Problem to work on
Write out the records below exactly as they appear, skipping each picture.

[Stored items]
◆ ◆ ◆
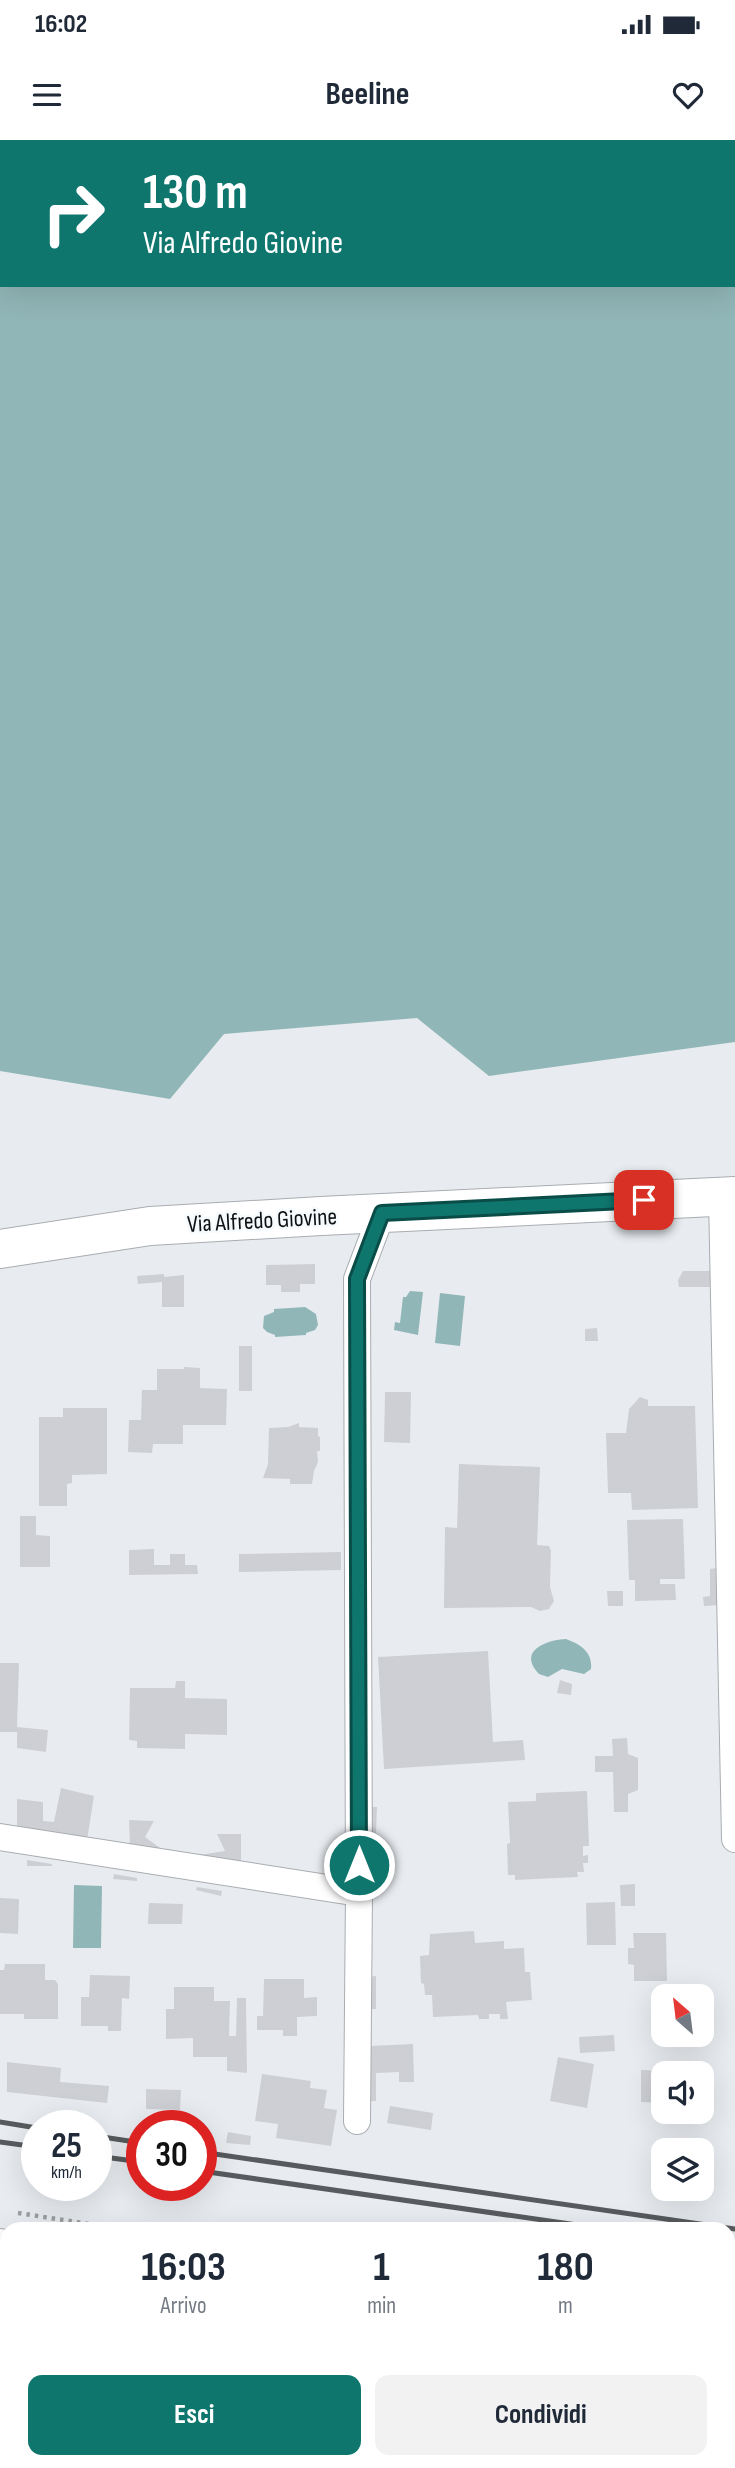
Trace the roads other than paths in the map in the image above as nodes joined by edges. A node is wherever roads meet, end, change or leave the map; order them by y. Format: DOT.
graph roads {
  1 [pos="729,1197"];
  2 [pos="382,1213"];
  3 [pos="0,1249"];
  4 [pos="0,1837"];
  5 [pos="735,1839"];
  6 [pos="359,1893"];
  7 [pos="357,2121"];
  1 -- 2 [label="main road, Via Alfredo Giovine"];
  1 -- 5 [label="street"];
  2 -- 3 [label="main road, Via Alfredo Giovine"];
  2 -- 6 [label="street"];
  4 -- 6 [label="street"];
  6 -- 7 [label="street"];
}
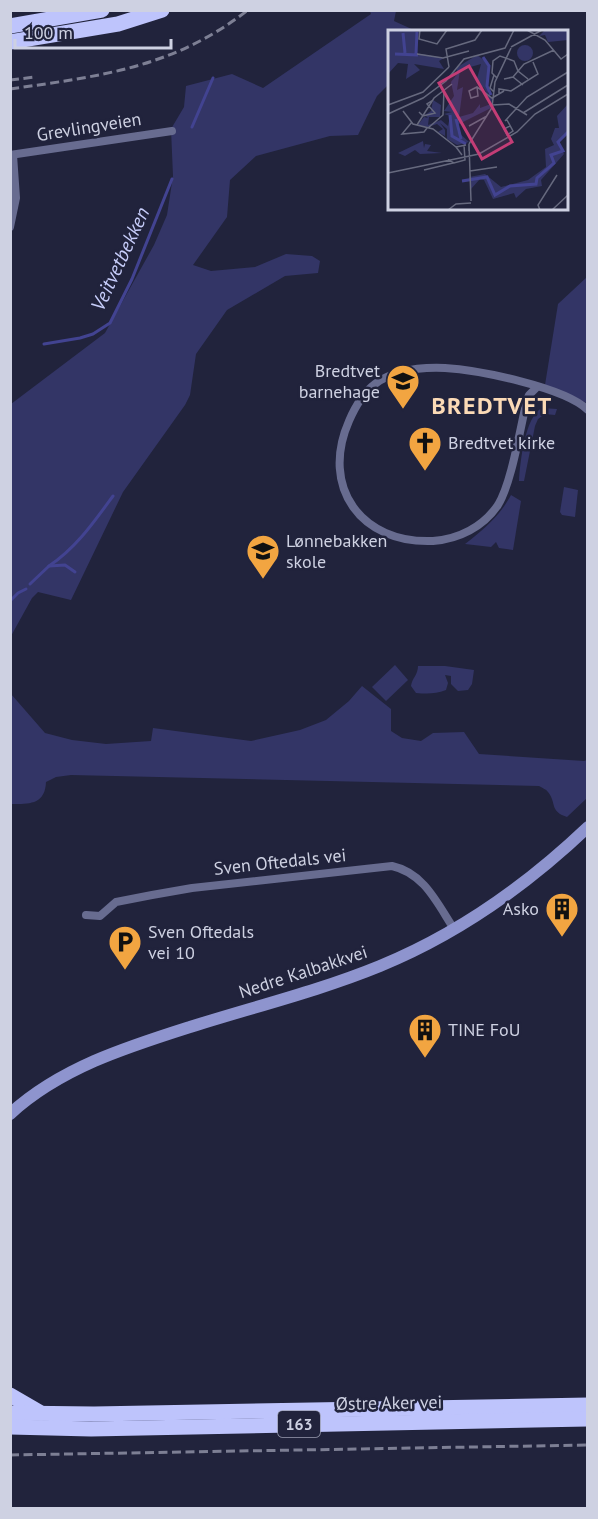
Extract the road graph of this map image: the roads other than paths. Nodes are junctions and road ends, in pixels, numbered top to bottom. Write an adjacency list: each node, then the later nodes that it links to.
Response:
1 (102, 10): 3 (highway)
2 (162, 10): 4 (highway)
3 (10, 26)
4 (10, 42)
5 (172, 131): 6 (street, Grevlingveien)
6 (12, 155): 7 (street)
7 (10, 227)
8 (537, 387): 8 (street); 9 (street)
9 (588, 410)
10 (588, 827): 12 (main road, Nedre Kalbakkvei)
11 (86, 915): 12 (street, Sven Oftedals vei)
12 (454, 929): 13 (main road, Nedre Kalbakkvei)
13 (10, 1114)
14 (10, 1395): 17 (highway)
15 (588, 1405): 17 (highway, Østre Aker vei / 163)
16 (10, 1413): 17 (highway, Østre Aker vei / 163)
17 (44, 1414)
18 (588, 1419): 19 (highway, Østre Aker vei / 163)
19 (10, 1427)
◆ ◆ ◆
Written solution
Trace the roads other than paths in the map in the image above as nodes joined by edges. A node is wherever roads meet, end, change or leave the map; order them by y. Format: DOT.
graph roads {
  1 [pos="729,1197"];
  2 [pos="382,1213"];
  3 [pos="0,1249"];
  4 [pos="0,1837"];
  5 [pos="735,1839"];
  6 [pos="359,1893"];
  7 [pos="357,2121"];
  1 -- 2 [label="main road, Via Alfredo Giovine"];
  1 -- 5 [label="street"];
  2 -- 3 [label="main road, Via Alfredo Giovine"];
  2 -- 6 [label="street"];
  4 -- 6 [label="street"];
  6 -- 7 [label="street"];
}
Extract the road graph of this map image: the roads other than paths. Nodes are junctions and road ends, in pixels, numbered top to bottom. Write an adjacency list: each node, then the later nodes that it links to.
Response:
1 (102, 10): 3 (highway)
2 (162, 10): 4 (highway)
3 (10, 26)
4 (10, 42)
5 (172, 131): 6 (street, Grevlingveien)
6 (12, 155): 7 (street)
7 (10, 227)
8 (537, 387): 8 (street); 9 (street)
9 (588, 410)
10 (588, 827): 12 (main road, Nedre Kalbakkvei)
11 (86, 915): 12 (street, Sven Oftedals vei)
12 (454, 929): 13 (main road, Nedre Kalbakkvei)
13 (10, 1114)
14 (10, 1395): 17 (highway)
15 (588, 1405): 17 (highway, Østre Aker vei / 163)
16 (10, 1413): 17 (highway, Østre Aker vei / 163)
17 (44, 1414)
18 (588, 1419): 19 (highway, Østre Aker vei / 163)
19 (10, 1427)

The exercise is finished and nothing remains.